In their survey this month, BofA’s economists asked consumers for their views on the economic outlook. Nearly two-thirds (66%) expect inflation to remain high for the next 12 months. More than a third (38%) expect a recession and 28% expect slower growth.
More than a third (35%) of those who expect a recession believe that the U.S. economy is already in recession, and 42% of survey respondents who earn between $125,000 and $250,000 annually believe the economy is already in recession. For this group, more than half (53%) said that savings and investments were their biggest concern. At the other end of the wage scale, 28.7% of respondents who earn less than $50,000 or less annually are most concerned with job security. BofA comments: “Overall, our latest survey results still portray a very pessimistic consumer.”
For specialty retailers and department stores, consumer spending, particularly on back-to-school clothing, has led to a jump in sales so far in August.
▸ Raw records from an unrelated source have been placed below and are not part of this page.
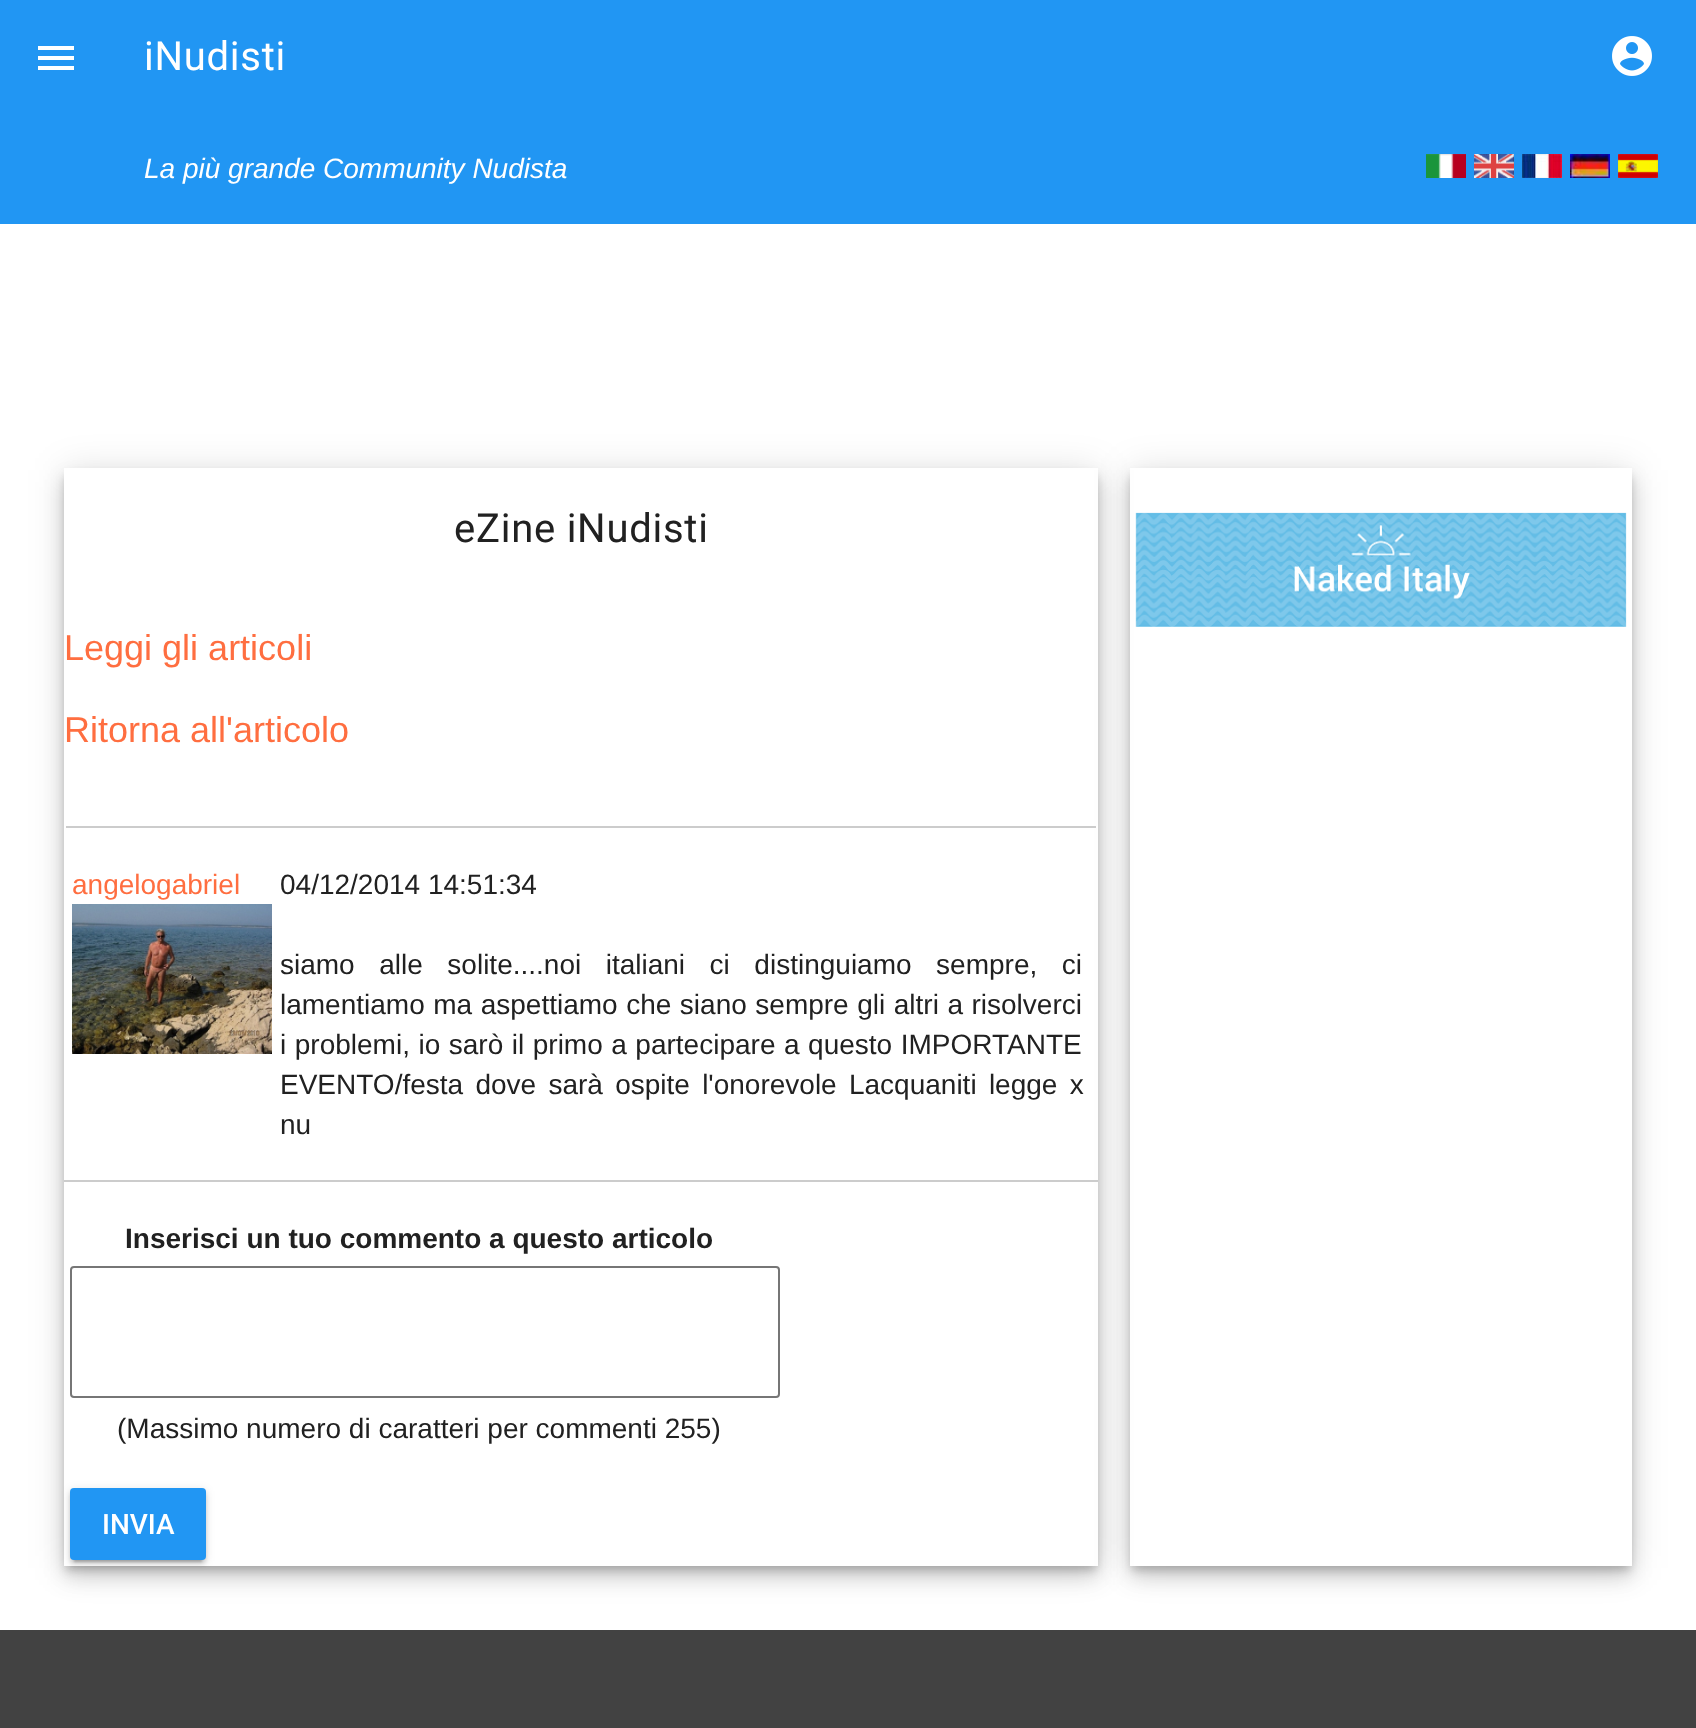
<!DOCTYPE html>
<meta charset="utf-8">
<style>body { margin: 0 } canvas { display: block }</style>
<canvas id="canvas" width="1696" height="1728"></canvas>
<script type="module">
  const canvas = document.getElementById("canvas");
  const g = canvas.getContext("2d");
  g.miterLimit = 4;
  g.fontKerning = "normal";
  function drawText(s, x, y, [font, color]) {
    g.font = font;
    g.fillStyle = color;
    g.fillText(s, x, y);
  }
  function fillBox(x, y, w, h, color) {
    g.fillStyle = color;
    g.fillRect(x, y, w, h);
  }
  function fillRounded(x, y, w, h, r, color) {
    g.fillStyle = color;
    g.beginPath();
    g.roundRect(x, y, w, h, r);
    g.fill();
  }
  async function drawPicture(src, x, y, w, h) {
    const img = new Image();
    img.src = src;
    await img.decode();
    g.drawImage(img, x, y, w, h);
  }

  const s1 = ["40px Roboto", "#FFFFFF"];
  const s2 = ["italic 28px Liberation Sans", "#FFFFFF"];
  const s3 = ["40px Roboto", "#212121"];
  const s4 = ["36px Liberation Sans", "#FF6E40"];
  const s5 = ["28px Liberation Sans", "#FF6E40"];
  const s6 = ["28px Liberation Sans", "#212121"];
  const s7 = ["bold 28px Liberation Sans", "#212121"];
  const s8 = ["500 28px Roboto", "#FFFFFF"];

  fillBox(0, 0, 1696, 1728, "#FFFFFF");
  fillBox(0, 0, 1696, 224, "#2196F3");
  g.fillStyle = "#FFFFFF";
  g.beginPath();
  g.moveTo(38, 46);
  g.lineTo(74, 46);
  g.lineTo(74, 50);
  g.lineTo(38, 50);
  g.closePath();
  g.moveTo(38, 60);
  g.lineTo(38, 56);
  g.lineTo(74, 56);
  g.lineTo(74, 60);
  g.closePath();
  g.moveTo(38, 70);
  g.lineTo(38, 66);
  g.lineTo(74, 66);
  g.lineTo(74, 70);
  g.closePath();
  g.fill();
  g.letterSpacing = "0.75px";
  drawText("iNudisti", 144, 70, s1);
  await drawPicture("pic1.png", 1612, 36, 40, 40);
  g.letterSpacing = "0px";
  drawText("La più grande Community Nudista", 144, 178, s2);
  await drawPicture("pic2.png", 1426, 154, 40, 24);
  await drawPicture("pic3.png", 1474, 154, 40, 24);
  await drawPicture("pic4.png", 1522, 154, 40, 24);
  await drawPicture("pic5.png", 1570, 154, 40, 24);
  await drawPicture("pic6.png", 1618, 154, 40, 24);
  g.save();
  g.beginPath();
  g.moveTo(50, 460);
  g.lineTo(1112, 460);
  g.lineTo(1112, 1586);
  g.lineTo(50, 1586);
  g.closePath();
  g.moveTo(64, 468);
  g.lineTo(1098, 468);
  g.lineTo(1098, 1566);
  g.lineTo(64, 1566);
  g.closePath();
  g.clip("evenodd");
  g.fillStyle = "rgba(0, 0, 0, 0.2)";
  g.filter = "blur(5px)";
  g.beginPath();
  g.rect(66, 476, 1030, 1094);
  g.fill();
  g.filter = "none";
  g.restore();
  g.save();
  g.beginPath();
  g.moveTo(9, 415);
  g.lineTo(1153, 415);
  g.lineTo(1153, 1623);
  g.lineTo(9, 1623);
  g.closePath();
  g.moveTo(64, 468);
  g.lineTo(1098, 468);
  g.lineTo(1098, 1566);
  g.lineTo(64, 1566);
  g.closePath();
  g.clip("evenodd");
  g.fillStyle = "rgba(0, 0, 0, 0.12)";
  g.filter = "blur(18px)";
  g.beginPath();
  g.rect(64, 470, 1034, 1098);
  g.fill();
  g.filter = "none";
  g.restore();
  g.save();
  g.beginPath();
  g.moveTo(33, 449);
  g.lineTo(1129, 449);
  g.lineTo(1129, 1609);
  g.lineTo(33, 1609);
  g.closePath();
  g.moveTo(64, 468);
  g.lineTo(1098, 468);
  g.lineTo(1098, 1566);
  g.lineTo(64, 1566);
  g.closePath();
  g.clip("evenodd");
  g.fillStyle = "rgba(0, 0, 0, 0.14)";
  g.filter = "blur(10px)";
  g.beginPath();
  g.rect(64, 480, 1034, 1098);
  g.fill();
  g.filter = "none";
  g.restore();
  g.letterSpacing = "0.75px";
  drawText("eZine iNudisti", 454, 542, s3);
  g.letterSpacing = "0px";
  drawText("Leggi gli articoli", 64, 660, s4);
  drawText("Ritorna all'articolo", 64, 742, s4);
  g.save();
  g.beginPath();
  g.moveTo(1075, 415);
  g.lineTo(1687, 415);
  g.lineTo(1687, 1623);
  g.lineTo(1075, 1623);
  g.closePath();
  g.moveTo(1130, 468);
  g.lineTo(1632, 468);
  g.lineTo(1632, 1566);
  g.lineTo(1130, 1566);
  g.closePath();
  g.clip("evenodd");
  g.fillStyle = "rgba(0, 0, 0, 0.12)";
  g.filter = "blur(18px)";
  g.beginPath();
  g.rect(1130, 470, 502, 1098);
  g.fill();
  g.filter = "none";
  g.restore();
  fillBox(66, 826, 1030, 2, "#CCCCCC");
  drawText("angelogabriel", 72, 894, s5);
  await drawPicture("pic7.png", 72, 904, 200, 150);
  drawText("04/12/2014 14:51:34", 280, 894, s6);
  g.wordSpacing = "16.75px";
  drawText("siamo alle solite....noi italiani ci distinguiamo sempre, ci", 280, 974, s6);
  g.wordSpacing = "0.75px";
  drawText("lamentiamo ma aspettiamo che siano sempre gli altri a risolverci", 280, 1014, s6);
  drawText("i problemi, io sarò il primo a partecipare a questo IMPORTANTE", 280, 1054, s6);
  g.wordSpacing = "4.5px";
  drawText("EVENTO/festa dove sarà ospite l'onorevole Lacquaniti legge x", 280, 1094, s6);
  g.wordSpacing = "0px";
  drawText("nu", 280, 1134, s6);
  fillBox(64, 1180, 1034, 2, "#CCCCCC");
  drawText("Inserisci un tuo commento a questo articolo", 125, 1248, s7);
  g.beginPath();
  g.roundRect(71, 1267, 708, 130, 3);
  g.strokeStyle = "#767676";
  g.lineWidth = 2;
  g.stroke();
  drawText("(Massimo numero di caratteri per commenti 255)", 117, 1438, s6);
  g.fillStyle = "rgba(0, 0, 0, 0.12)";
  g.filter = "blur(5px)";
  g.beginPath();
  g.roundRect(70, 1490, 136, 72, 4);
  g.fill();
  g.filter = "none";
  g.fillStyle = "rgba(0, 0, 0, 0.2)";
  g.filter = "blur(1px)";
  g.beginPath();
  g.rect(74, 1498, 128, 64);
  g.fill();
  g.filter = "none";
  g.fillStyle = "rgba(0, 0, 0, 0.14)";
  g.filter = "blur(2px)";
  g.beginPath();
  g.roundRect(70, 1492, 136, 72, 4);
  g.fill();
  g.filter = "none";
  fillRounded(70, 1488, 136, 72, 4, "#2196F3");
  drawText("INVIA", 102, 1534, s8);
  g.save();
  g.beginPath();
  g.moveTo(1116, 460);
  g.lineTo(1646, 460);
  g.lineTo(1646, 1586);
  g.lineTo(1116, 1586);
  g.closePath();
  g.moveTo(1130, 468);
  g.lineTo(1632, 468);
  g.lineTo(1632, 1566);
  g.lineTo(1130, 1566);
  g.closePath();
  g.clip("evenodd");
  g.fillStyle = "rgba(0, 0, 0, 0.2)";
  g.filter = "blur(5px)";
  g.beginPath();
  g.rect(1132, 476, 498, 1094);
  g.fill();
  g.filter = "none";
  g.restore();
  g.save();
  g.beginPath();
  g.moveTo(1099, 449);
  g.lineTo(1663, 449);
  g.lineTo(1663, 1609);
  g.lineTo(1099, 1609);
  g.closePath();
  g.moveTo(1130, 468);
  g.lineTo(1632, 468);
  g.lineTo(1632, 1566);
  g.lineTo(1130, 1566);
  g.closePath();
  g.clip("evenodd");
  g.fillStyle = "rgba(0, 0, 0, 0.14)";
  g.filter = "blur(10px)";
  g.beginPath();
  g.rect(1130, 480, 502, 1098);
  g.fill();
  g.filter = "none";
  g.restore();
  await drawPicture("pic8.png", 1135, 512, 492, 115);
  fillBox(0, 1630, 1696, 98, "#424242");
</script>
Spending on clothing by higher-income groups picked up in August, after several months of year-over-year declines.
Among lower-income consumers, year-over-year spending is down 8% as of mid-August but up 18% compared with the same date in August 2019. BofA’s retail analysts, led by Lorraine Hutchinson, comment:
We attribute this to strong wage growth among the lower-income cohort compared to negative real wage growth among higher-income cohorts. The lower-income consumer also improved its financial profile the most through stimulus. Lower-income households also have a higher marginal propensity to consume, meaning a greater proportion of their income (which is now higher) is spent rather than saved.
The analysts, however, do not expect the trend to last beyond mid-September: “After that, we expect consumers will likely pull back on spending until the holiday season picks up in November.”
The University of Michigan survey report noted that more than half of consumers expect to see their incomes grow over the next year, with gains averaging 2.3%. Only 18% expect their income growth to exceed inflation.